Many two-dimensional (2D) materials1 lack inversion symmetry in their stoichiometric monolayers. These include hexagonal boron nitride (hBN), all TMDs, such as \(\hbox {WSe}_2\), \(\hbox {MoSe}_2\), etc., and the post-transition metal chalcogenides (InSe, GaSe). Depending on the orientation of the unit cells, bilayers of these materials can have inversion symmetry restored (like in 2H TMDs) or absent, like in \(\gamma\)-InSe. The orientation of the unit cells can therefore play an important role in determining electronic properties of twistronic structures of 2D semiconductors, where local stacking of the layers varies following the moiré superlattice structure. It is possible for layer-asymmetric structures to develop interlayer hybridisation between occupied (valence) and unoccupied (conduction) monolayer bands which leads to a net charge transfer between the layers2,3,4,5,6,7,8, resulting in a vertical electric field piercing the 2D crystal. In particular, for heterobilayers and nearly parallel (P-stacked) homobilayers of TMDs the charge transfer and resulting potential difference between the two layers will determine the features of band edge states of twisted bilayers.

Here, we focus on the theoretical modelling aspect of ferroelectric charge transfer in 2D materials. The potential variation across a layer-asymmetric 2D material system in which charge transfer has occurred is a natural subject for first principles density functional theory (DFT) calculations. In modelling a 2D system using a plane-wave DFT code, to satisfy the requirement for periodicity in the out-of-plane direction, it is typical to construct a supercell such that repeated images of the few-layer crystal are separated by a large vacuum, minimising the interaction between them. Charge transfer will give the electrostatic vacuum potentials on either side of the 2D system different values, violating the requirement for out-of-plane periodicity in the DFT calculations. In this study, we compare results which do not correct for the effect of a polar bilayer with calculations using two means by which periodicity is often satisfied—first the construction of a supercell containing two images of the system, one with the layers interchanged, second the approximate method of applying a compensating step potential in the vacuum region—a ‘dipole correction’9,10.

This article is structured as follows.

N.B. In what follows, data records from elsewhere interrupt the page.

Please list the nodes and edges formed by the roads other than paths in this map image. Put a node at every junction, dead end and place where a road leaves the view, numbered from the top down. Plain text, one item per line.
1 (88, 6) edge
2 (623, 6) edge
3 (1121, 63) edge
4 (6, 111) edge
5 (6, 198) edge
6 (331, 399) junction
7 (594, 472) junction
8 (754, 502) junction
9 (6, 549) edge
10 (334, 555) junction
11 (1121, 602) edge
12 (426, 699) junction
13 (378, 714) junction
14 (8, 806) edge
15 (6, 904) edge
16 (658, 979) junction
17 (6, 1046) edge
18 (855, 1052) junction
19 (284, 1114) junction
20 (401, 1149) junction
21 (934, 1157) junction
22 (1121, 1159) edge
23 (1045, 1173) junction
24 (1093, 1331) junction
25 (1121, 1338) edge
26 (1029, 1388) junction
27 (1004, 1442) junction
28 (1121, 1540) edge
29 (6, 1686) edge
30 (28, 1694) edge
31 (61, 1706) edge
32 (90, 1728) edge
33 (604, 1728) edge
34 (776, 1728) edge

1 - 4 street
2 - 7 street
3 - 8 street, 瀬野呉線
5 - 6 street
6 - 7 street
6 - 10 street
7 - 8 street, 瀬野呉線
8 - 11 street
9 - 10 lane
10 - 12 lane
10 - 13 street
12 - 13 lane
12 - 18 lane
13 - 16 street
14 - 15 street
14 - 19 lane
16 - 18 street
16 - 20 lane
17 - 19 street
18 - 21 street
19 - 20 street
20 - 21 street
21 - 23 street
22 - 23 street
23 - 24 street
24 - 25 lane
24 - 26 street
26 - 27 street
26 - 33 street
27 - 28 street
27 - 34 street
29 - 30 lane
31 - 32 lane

First we give a full account of the DFT methods used in this work, with \(\hbox {WSe}_2\) employed as a test system. Next, we explore charge transfer effects across a range of semiconducting TMDs. Then, we analyse InSe bilayers and show that they exhibit much weaker interlayer charge transfer as compared to \(\hbox {WSe}_2\), \(\hbox {WS}_2\), \(\hbox {MoSe}_2\) and \(\hbox {MoS}_2\). Finally, we implement information collected about stacking-dependent interlayer charge transfer in TMD bilayers to discuss its manifestation in the domain structure of twistronic TMDs.

DFT calculations of interlayer charge transfer in semiconductor bilayers

Achieving out-of-plane periodicity

Density functional theory (DFT) calculations of ultrathin films of layered materials using plane-wave based methods require the resolution of a crystal which is only periodic into two dimensions into a three-dimensionally periodic system. This is usually achieved by the construction of a supercell in which images of the two-dimensional (2D) layers are repeated periodically along the third dimension, with a large vacuum between them to ensure the layers are isolated from each other. Here, we compare results for polar \(\hbox {WSe}_2\) bilayers using three commonly-used methods of addressing the requirement for periodicity in first-principles calculations of 2D materials: (1) a supercell with a single bilayer7, (2) a single bilayer supercell, but with a dipole correction applied11, and (3) a supercell with two mirror-reflected images of the bilayer3.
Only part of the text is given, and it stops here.